Our artist neighbour
From the rolling hills and cloud-topped mountains of the Eryri to the jagged coastlines of Pembrokeshire, the beauty of Wales has long inspired great artists. Sir Kyfinn, whose paintings pepper this page, lived and worked only a few miles from us here at Halen Môn and the brilliant Ben, from Cardiff auction house Rogers Jones & Co, has put together this beautiful introduction to him and his work for us here. All the images have recently been under the hammer at their auction house.
Halen Môn overlooks the wonderful Menai Straits, the body of water separating the island from the mountainous mainland of Wales. A few miles down the coast from the Halen Môn HQ is a cluster of waterside houses known as Pwllfanogl.

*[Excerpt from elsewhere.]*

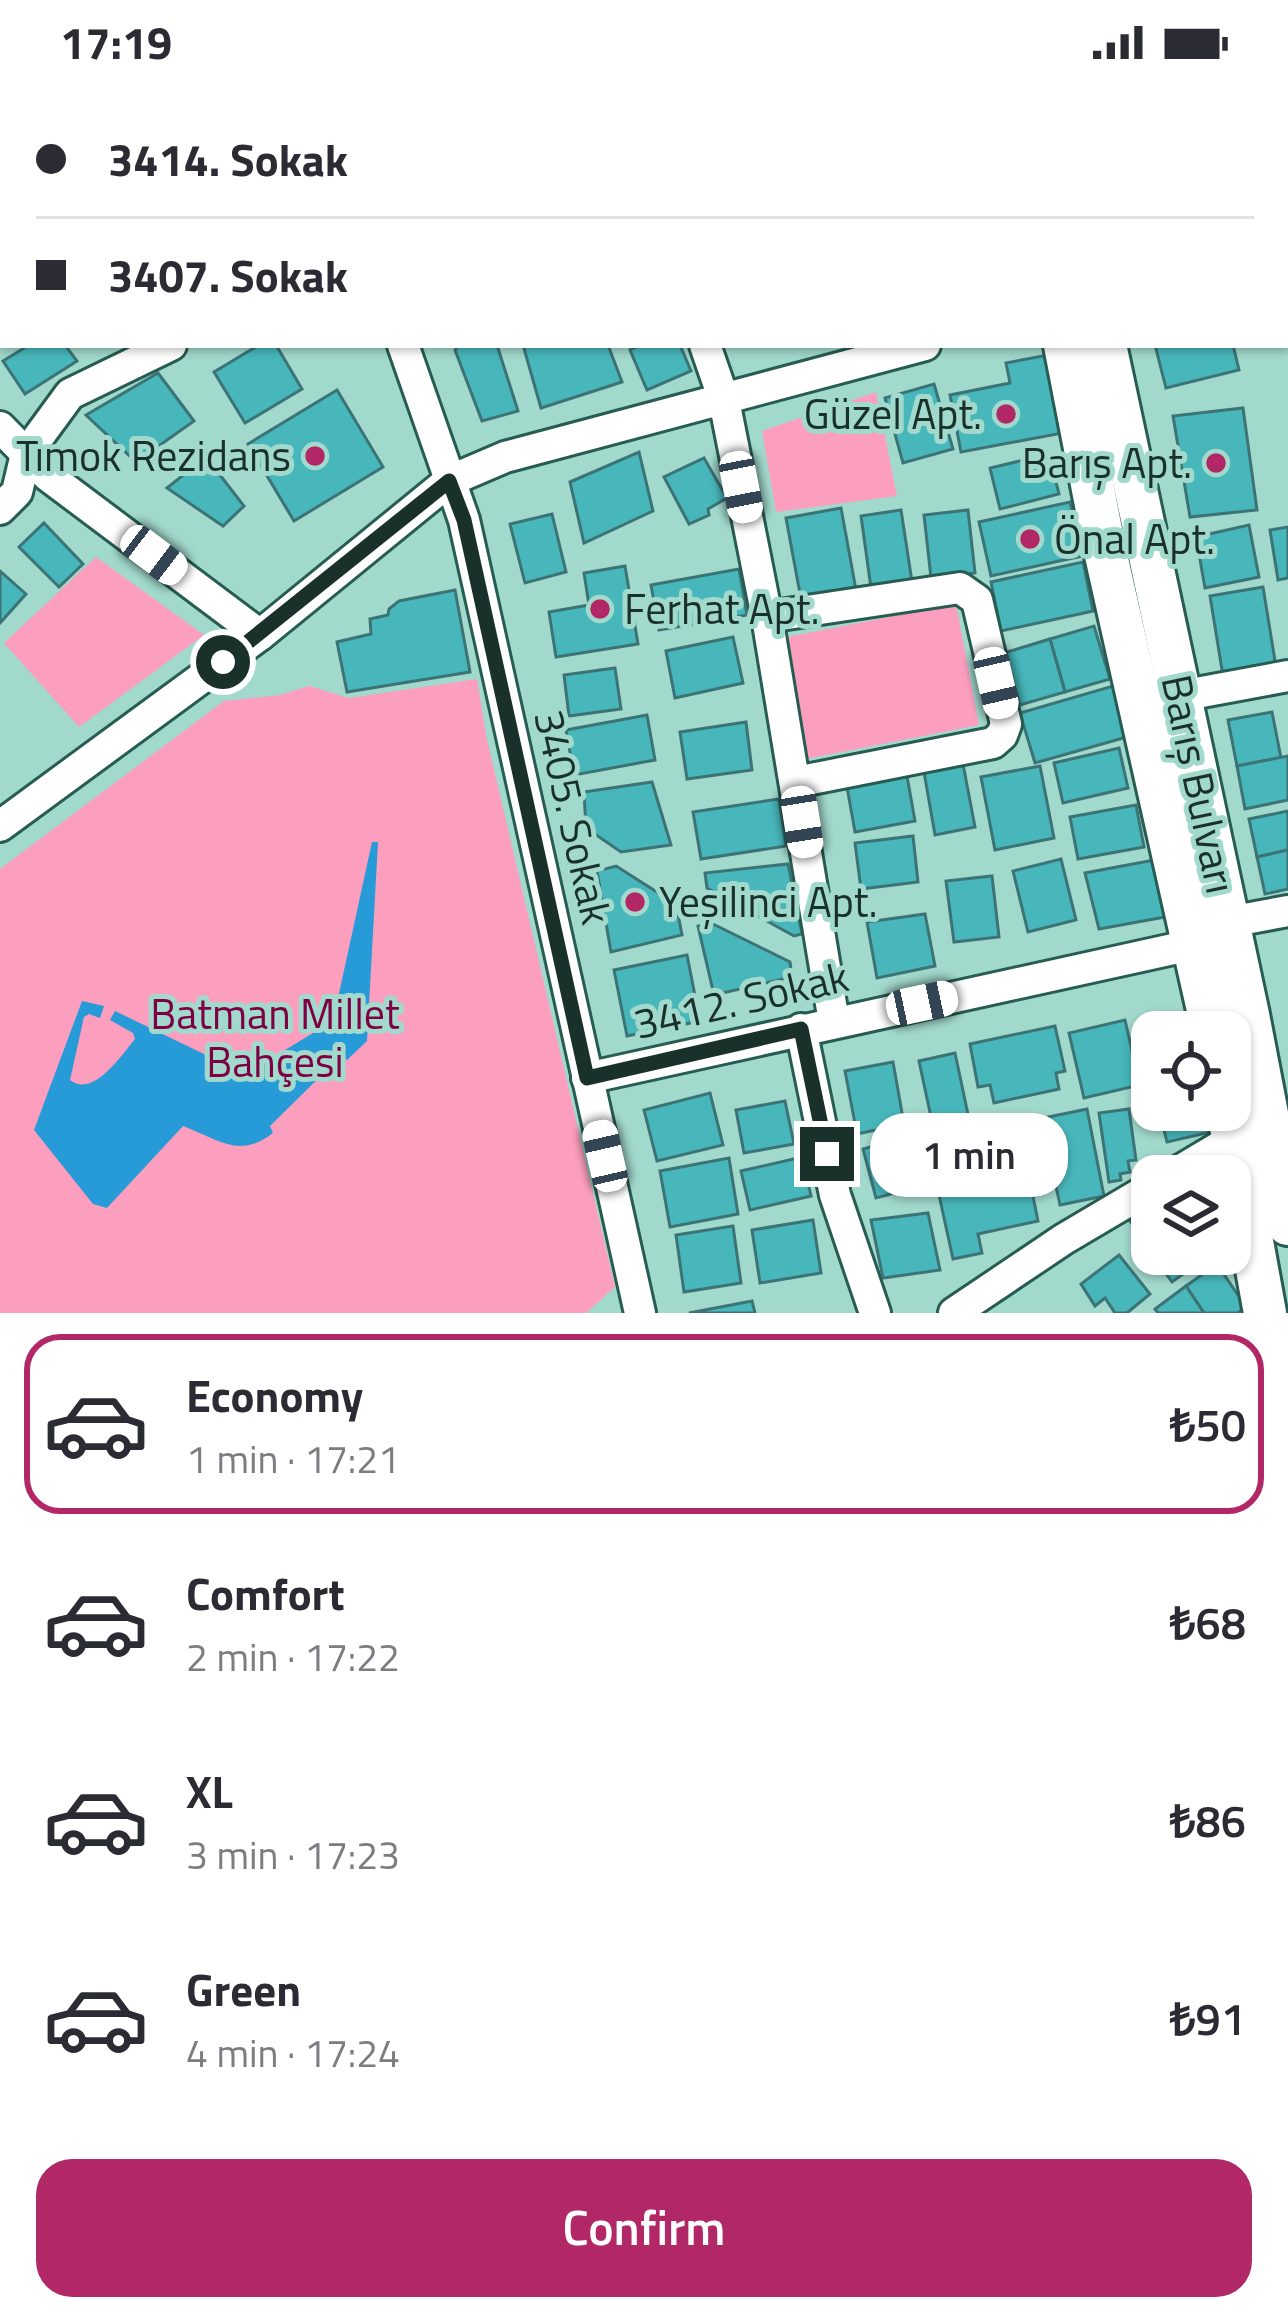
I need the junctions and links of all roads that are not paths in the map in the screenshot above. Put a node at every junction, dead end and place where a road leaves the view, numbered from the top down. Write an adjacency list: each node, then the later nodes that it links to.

Before Thomas Telford’s Menai Suspension Bridge was completed in 1826, there was a ferry port at Pwllfanogl and the Boat Inn would have offered weary travellers respite before and after the ferry crossing.
In 1974, a landscaper painter moved into the Boat Inn, now called Min-y-Môr. The artist was originally from the Island but had been living in London since wartime where he had worked as art master at Highgate School. His name was John Kyffin Williams but more commonly and affectionately known as simply Kyffin (pronounced ‘cuff-fin’).
Sir Kyffin, as he was knighted in 1999, was born in 1916. He was to become Wales best loved artist and ‘the defining artist of Wales in the 20th Century’.
Richard Wilson (1714-1782), born in Montgomeryshire, mid-Wales, would probably hold that mantel. Wilson is considered the father of landscape painting in Wales and is one of the giants in British art history. Big bucks are also paid for work by these Welsh artists – Ceri Richards, Gwen John and Cedric Morris. However, accumulatively Sir Kyffin would be the highest grossing Welsh artist at auction.
Kyffin’s work comes to market regularly and consistently makes many thousands of pounds. The highest auction price as of November 2024, is £62,000 achieved at the Rogers Jones saleroom in 2021. The second highest is £61,000 which was again at Roger Jones’ auction rooms as recently as November 2024.
His oil paintings regularly make sums of more than £20,000 and his works on paper several thousand pounds too. These kinds of prices have been going on (and generally going up) for more than 20 years. Add all the prices up, together with gallery prices too, and you have a significant Kyffin industry. In 2024, we offered 112 works by Sir Kyffin Williams and only three of them failed to sell. The accumulative value of these works was more than half a million pounds. And that is at just one auction house.
Sir Kyffin’s work is very identifiable and that is part of his appeal. For most of his career, when working in oils, Kyffin would use a palette knife to thickly apply slabs of paint to the canvas. His technique was bold and confident, and it meant that he could be a prolific worker – the Kyffin industry started with Kyffin himself. Using his palette knife, Sir Kyffin would not set out to capture the landscape forensically, instead his objective was to simplify the landscape and to introduce mood and expression through colour and application. His landscapes were more often stormy and turbulent as they were quiet. This turbulence a reflection of the weather in the mountains of Eryri (Snowdonia) but also a reflection of Sir Kyffin Williams’ character as Kyffin was an epileptic and suffered from bouts of dark depression.
When Sir Kyffin resided at Pwllfanogl, he painted the mountains, the coastline and the villages of Ynys Mon and beyond. He would also introduce life to many of his canvases in the form of farmers, sheepdogs, cattle, farms, villages and chapels. Timeless dry-stone walls would also be a feature. All these Welsh motifs bring about a feeling of nostalgia when we gaze at his work; the old farmers are our forefathers and the solitary farms our ancestral homes now abandoned, and the remaining stone rubble is a monument to the past – a simpler time when all of us were more connected to our landscape. There is a word in Welsh called hiraeth, which can be best described in English as heart-felt longing for something that is missing, perhaps one’s parent or a place we once knew. Sir Kyffin is the conduit for our hiraeth and I think this is the biggest reason for the artist’s enduring appeal’’.
Sir Kyffin Williams is an artist that Wales is very proud of and he’s home, just a stone’s throw from Halen Môn, is where the artist lived during the most successful period of his life. Sir Kyffin Williams’ death, on September 1st, 2006, was felt acutely by the Anglesey community, but also beyond in mainland Wales and further afield in the world of art.